Ethical requirements differ between countries according to national legislation. In countries where a national surveillance system was established, legally no informed consent was needed. In other countries, approval was obtained by the institutional medical ethical review committees. All data were anonymized at national level.

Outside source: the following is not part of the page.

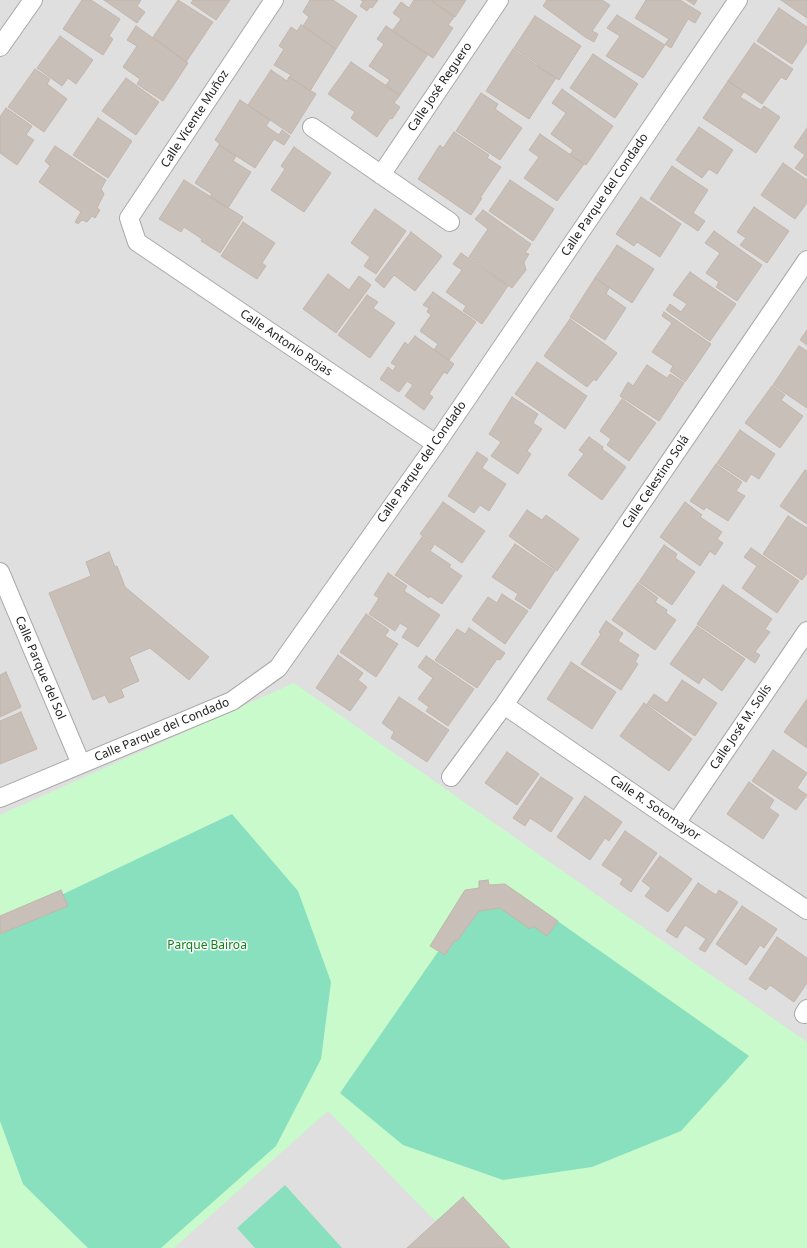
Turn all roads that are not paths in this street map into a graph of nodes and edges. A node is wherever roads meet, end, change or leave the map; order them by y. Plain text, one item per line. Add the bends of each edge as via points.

Patients from four countries participating in the SPREAD-programme (Belgium, Greece, the Netherlands, Slovenia) were included. For all included patients, a baseline genotypic resistance test performed on a plasma sample within three months after diagnosis of HIV-1 infection revealed at least one mutation on a position associated with transmitted drug resistance as described in the mutation list as recommended by the WHO [26]. Patients were included on the basis of sample availability; a base line sample and a sample one year (10–14 months) later. If available, a sample at later time points were included. All included patients were at least 18 years of age and not exposed to antiretroviral therapy during the study period.

Sequence analysis

Genotypic resistance tests were performed by population sequencing of the viral protease and part of reverse transcriptase using commercially available assays or in-house methods covering at least amino acids 4–99 of protease and amino acids 30–249 of RT. All laboratories collaborated in the quality control program of ESAR to ensure high quality genotypic data [3],[4]. HIV-1 subtype was determined using REGA 2.0 [50]. To investigate evolution, the p-distance and the ratio of the proportions of synonymous and nonsynonymous substitutions (dS/dN ratio) were calculated using MEGA 5.05. The p-distance is the proportion of nucleotides between two sequences that has been changed. The dS/dN ratio, a measure of selection pressure [51], was calculated with the Nei-Gojobori method and statistically tested with a Z-test.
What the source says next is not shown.